GenH2, a manufacturer and installer of hydrogen liquefaction and liquid hydrogen storage systems, is undergoing a $25m Series A raise and has plans to conduct a Series B within 12 months, CEO Greg Gosnell said in an interview.
Young America Capital is advising GenH2 on the Series A, Gosnell said. Two term sheets from lead investors are expected this week for the Series A, he added.
B Riley will likely be conducting the Series B, which will seek to raise about $100m. The company has raised approximately $24m from four seed investors in the last two-and-a-half years.
Gosnell projects the company will generate $10.8m in revenues this year, with a “hockey stick” of revenue growth coming in the next two years. The company’s first one-ton-per-day liquefaction and controlled storage solution will roll out at the end of 2Q24. It will have a 5,600 sq ft. footprint.
The company has a partnership with Chart Industries to collaborate on global sales and marketing opportunities, equipment manufacturing and supply, and the deployment of GenH2’s one-ton-per-day liquefier.
Use of funds from the capital raises will predominantly go toward purchasing components and buildout and expansion of manufacturing facilities, Gosnell said. The company has a 35,000 sq. ft. manufacturing facility adjacent to its headquarters in Titusville, Florida, and is considering another location in Texas or Louisiana.
Currently the company, with 46 employees, has closed three contracts on one-ton-per-day liquefaction and storage systems, each between $10m and $12m, Gosnell said. Two additional sales have been made in Australia and Canada for 20-kilogram liquefaction solutions, each $2.2m with credit-worthy customers.

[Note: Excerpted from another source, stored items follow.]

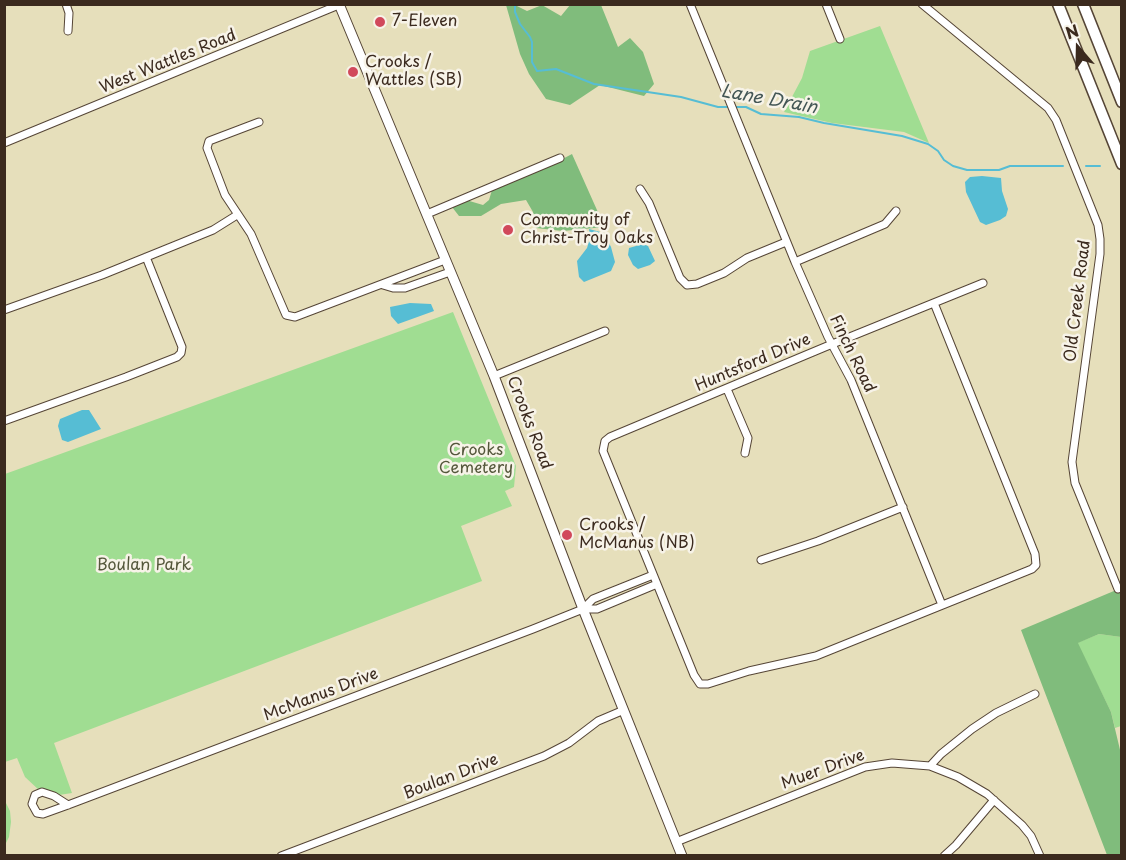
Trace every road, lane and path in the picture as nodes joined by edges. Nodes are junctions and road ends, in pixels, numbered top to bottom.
1 (66, 4) edge
2 (690, 4) edge
3 (826, 4) edge
4 (922, 4) edge
5 (1058, 4) edge
6 (1083, 4) edge
7 (340, 5) edge
8 (68, 31) dead end
9 (840, 39) dead end
10 (1122, 102) edge
11 (259, 123) dead end
12 (4, 143) edge
13 (560, 158) dead end
14 (1122, 164) edge
15 (640, 189) dead end
16 (896, 211) dead end
17 (427, 214) junction
18 (237, 215) junction
19 (786, 242) junction
20 (146, 257) junction
21 (445, 260) junction
22 (795, 262) junction
23 (450, 272) junction
24 (983, 283) dead end
25 (383, 285) junction
26 (934, 303) junction
27 (4, 310) edge
28 (605, 331) dead end
29 (832, 344) junction
30 (494, 376) junction
31 (727, 389) junction
32 (4, 421) edge
33 (745, 453) dead end
34 (903, 507) junction
35 (761, 560) dead end
36 (653, 575) junction
37 (657, 584) junction
38 (1118, 589) dead end
39 (942, 605) junction
40 (583, 609) junction
41 (1035, 694) dead end
42 (624, 710) junction
43 (930, 766) junction
44 (994, 800) junction
45 (68, 805) junction
46 (676, 842) junction
47 (281, 855) edge
48 (682, 855) edge
49 (944, 855) edge
50 (1040, 855) edge

1 - 8 street
2 - 19 street, Finch Road
3 - 9 street
4 - 38 street, Old Creek Road
5 - 14 highway
6 - 10 highway
7 - 12 street, West Wattles Road
7 - 17 main road, Crooks Road
11 - 18 street
13 - 17 street
15 - 19 street
16 - 22 street
17 - 21 main road, Crooks Road
18 - 20 street
18 - 25 street
19 - 22 street, Finch Road
20 - 27 street
20 - 32 street
21 - 23 main road, Crooks Road
21 - 25 street
22 - 29 street, Finch Road
23 - 25 street
23 - 30 main road, Crooks Road
24 - 26 street, Huntsford Drive
26 - 29 street, Huntsford Drive
26 - 39 street
28 - 30 street
29 - 31 street, Huntsford Drive
29 - 34 street, Finch Road
30 - 40 main road, Crooks Road
31 - 33 street
31 - 36 street, Huntsford Drive
34 - 35 street
34 - 39 street, Finch Road
36 - 37 street
36 - 40 street
37 - 39 street
37 - 40 street
40 - 42 main road, Crooks Road
40 - 45 street, McManus Drive
41 - 43 street
42 - 46 main road, Crooks Road
42 - 47 street, Boulan Drive
43 - 44 street, Muer Drive
43 - 46 street, Muer Drive
44 - 49 street
44 - 50 street, Muer Drive
45 - 45 street, McManus Drive
46 - 48 main road, Crooks Road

Facilities capacity in Titusville will probably be filled next year. There is space in Titusville to expand more than 100% and the company will option leases for manufacturing.
Going forward the company is interested in strategic partners, Gosnell said. A lot of VC-type investors want to deploy capital in the space but the difficulty is finding an investor confident enough to do the technology due diligence and take the lead.
Easier with liquid
GenH2 installs closed-loop helium-cooled systems of between one and five tons at ports, manufacturing and trucking facilities. The process is done with no liquid nitrogen (LN2), which eliminates the need for truckloads of LN2 or an adjacent LN2 plant.
“Everywhere you see a liquid hydrogen plant today, there’s an LN2 plant next door that’s about five times bigger,” Gosnell said.
GenH2’s liquid hydrogen storage capabilities were demonstrated with NASA, transferring the liquid from multiple tanks with zero loss, he said.
Liquid hydrogen is more energy-dense than compressed gas, bringing down the cost of transportation. In many cases, liquid hydrogen can be dispensed into compressed gas.
“It seems counterintuitive, but if you’re sitting there storing compressed gas at say 100 psi and you need to get to 900 [psi], that’s a lot of work,” Gosnell said. “That’s heavy-duty compression and probably a two-ton chiller.”
Conversely liquid hydrogen wants to become gas, requiring only that you let it vaporize into a smaller tank and it compresses, he said.
“You don’t need any of that work,” he said. “Believe it or not it’s easier to get to a seven or nine-hundred PSI gas with liquid hydrogen than it is from gaseous hydrogen.”
GenH2 is competing against liquid hydrogen delivered in a truck, Gosnell said. He doesn’t know of anyone else doing standalone refrigerated storage with zero transfer loss.
Efficiency is a core focus in design, Gosnell said. Levelized cost with capex and opex all in is between $3 and $3.50 per kilogram for liquifying and storing. With electrolysis or other H2 sourcing on the front end, the company is at $7 or $8 a kilogram, which will improve as renewables are applied.